(EXERCISE DETAILS)
Could you return all of the entries below exactly, minus the pictures?

(THE INPUT)
■ ■ ■ ■
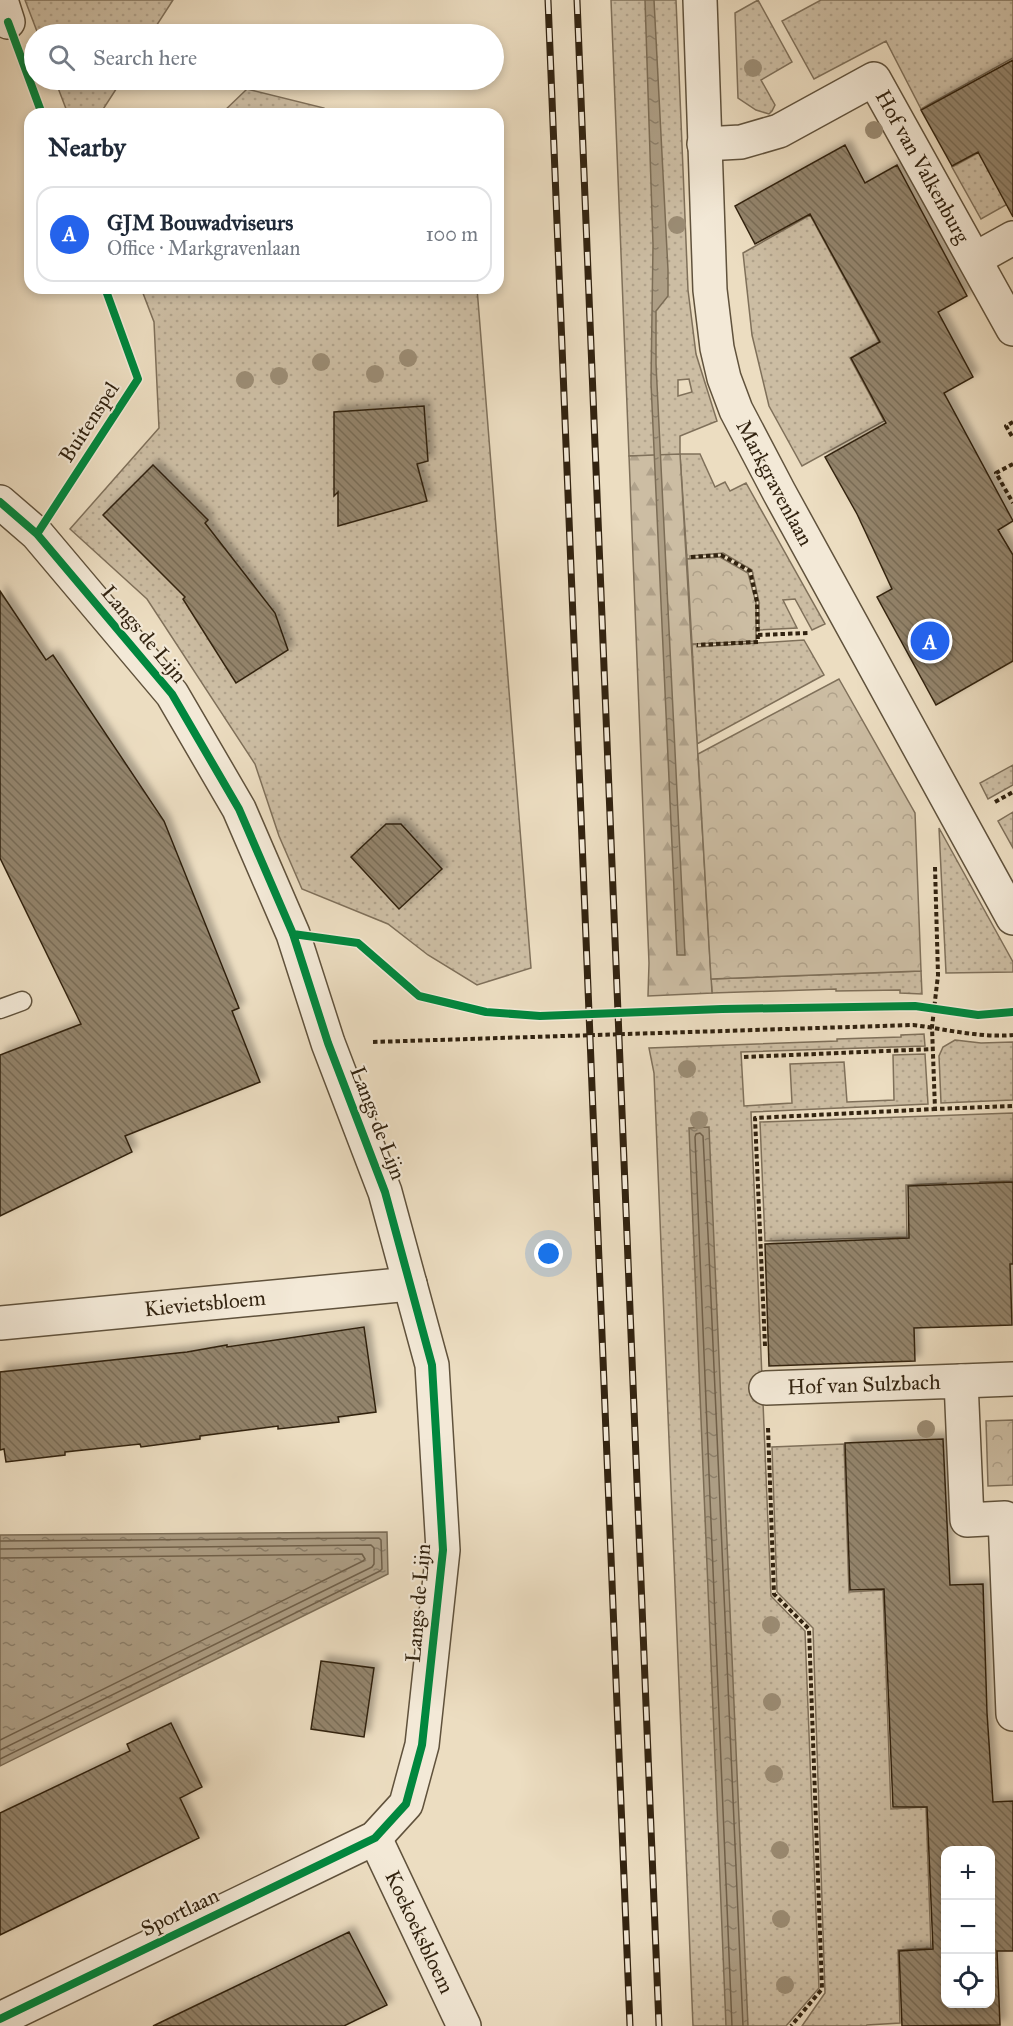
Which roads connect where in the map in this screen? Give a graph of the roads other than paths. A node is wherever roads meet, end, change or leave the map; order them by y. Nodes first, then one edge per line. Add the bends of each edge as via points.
1 (700, 0) edge
2 (704, 144) junction
3 (1013, 238) edge
4 (975, 259) junction
5 (1013, 329) edge
6 (2, 506) edge
7 (1013, 918) edge
8 (22, 1000) dead end
9 (0, 1009) edge
10 (410, 1284) junction
11 (0, 1323) edge
12 (1013, 1379) edge
13 (961, 1381) junction
14 (766, 1388) road end
15 (1009, 1518) edge
16 (1013, 1714) edge
17 (375, 1838) junction
18 (0, 2019) edge
19 (464, 2026) edge

1 - 2 street, Markgravenlaan
2 - 4 street, Hof van Valkenburg via 741,142 779,131 874,79
2 - 7 street, Markgravenlaan via 712,317 724,378 736,410
3 - 4 street, Hof van Valkenburg
4 - 5 street, Hof van Valkenburg
6 - 10 street, Langs de Lijn via 37,534 172,694 239,810 293,934 328,1043 385,1192
8 - 9 lane
10 - 11 street, Kievietsbloem
10 - 17 street, Langs de Lijn via 432,1365 442,1550 422,1745 406,1804
12 - 13 street, Hof van Sulzbach
13 - 14 street, Hof van Sulzbach
13 - 15 street, Hof van Sulzbach via 967,1520
15 - 16 street, Hof van Sulzbach
17 - 18 street, Sportlaan
17 - 19 street, Koekoeksbloem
■ ■ ■ ■
(YOUR SOLUTION)
Which roads connect where in the map in this screen? Give a graph of the roads other than paths. A node is wherever roads meet, end, change or leave the map; order them by y. Nodes first, then one edge per line. Add the bends of each edge as via points.
1 (700, 0) edge
2 (704, 144) junction
3 (1013, 238) edge
4 (975, 259) junction
5 (1013, 329) edge
6 (2, 506) edge
7 (1013, 918) edge
8 (22, 1000) dead end
9 (0, 1009) edge
10 (410, 1284) junction
11 (0, 1323) edge
12 (1013, 1379) edge
13 (961, 1381) junction
14 (766, 1388) road end
15 (1009, 1518) edge
16 (1013, 1714) edge
17 (375, 1838) junction
18 (0, 2019) edge
19 (464, 2026) edge

1 - 2 street, Markgravenlaan
2 - 4 street, Hof van Valkenburg via 741,142 779,131 874,79
2 - 7 street, Markgravenlaan via 712,317 724,378 736,410
3 - 4 street, Hof van Valkenburg
4 - 5 street, Hof van Valkenburg
6 - 10 street, Langs de Lijn via 37,534 172,694 239,810 293,934 328,1043 385,1192
8 - 9 lane
10 - 11 street, Kievietsbloem
10 - 17 street, Langs de Lijn via 432,1365 442,1550 422,1745 406,1804
12 - 13 street, Hof van Sulzbach
13 - 14 street, Hof van Sulzbach
13 - 15 street, Hof van Sulzbach via 967,1520
15 - 16 street, Hof van Sulzbach
17 - 18 street, Sportlaan
17 - 19 street, Koekoeksbloem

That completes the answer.